**Work request:**
An exact copy of all the records is the expected answer.

[Saved entries]
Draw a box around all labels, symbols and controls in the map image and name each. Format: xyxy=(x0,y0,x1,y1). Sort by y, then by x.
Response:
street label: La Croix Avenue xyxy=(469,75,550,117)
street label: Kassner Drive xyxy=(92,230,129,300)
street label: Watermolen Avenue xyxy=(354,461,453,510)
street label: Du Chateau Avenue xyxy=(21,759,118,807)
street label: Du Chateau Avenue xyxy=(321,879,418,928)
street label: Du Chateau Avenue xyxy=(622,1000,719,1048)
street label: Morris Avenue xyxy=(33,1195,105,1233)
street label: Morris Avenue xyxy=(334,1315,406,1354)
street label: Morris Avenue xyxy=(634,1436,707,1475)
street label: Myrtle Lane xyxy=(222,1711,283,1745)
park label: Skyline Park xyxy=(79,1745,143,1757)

**Result of the task:**
Draw a box around all labels, symbols and controls in the map image and name each. Format: xyxy=(x0,y0,x1,y1). Sort by y, then by x.
Response:
street label: La Croix Avenue xyxy=(469,75,550,117)
street label: Kassner Drive xyxy=(92,230,129,300)
street label: Watermolen Avenue xyxy=(354,461,453,510)
street label: Du Chateau Avenue xyxy=(21,759,118,807)
street label: Du Chateau Avenue xyxy=(321,879,418,928)
street label: Du Chateau Avenue xyxy=(622,1000,719,1048)
street label: Morris Avenue xyxy=(33,1195,105,1233)
street label: Morris Avenue xyxy=(334,1315,406,1354)
street label: Morris Avenue xyxy=(634,1436,707,1475)
street label: Myrtle Lane xyxy=(222,1711,283,1745)
park label: Skyline Park xyxy=(79,1745,143,1757)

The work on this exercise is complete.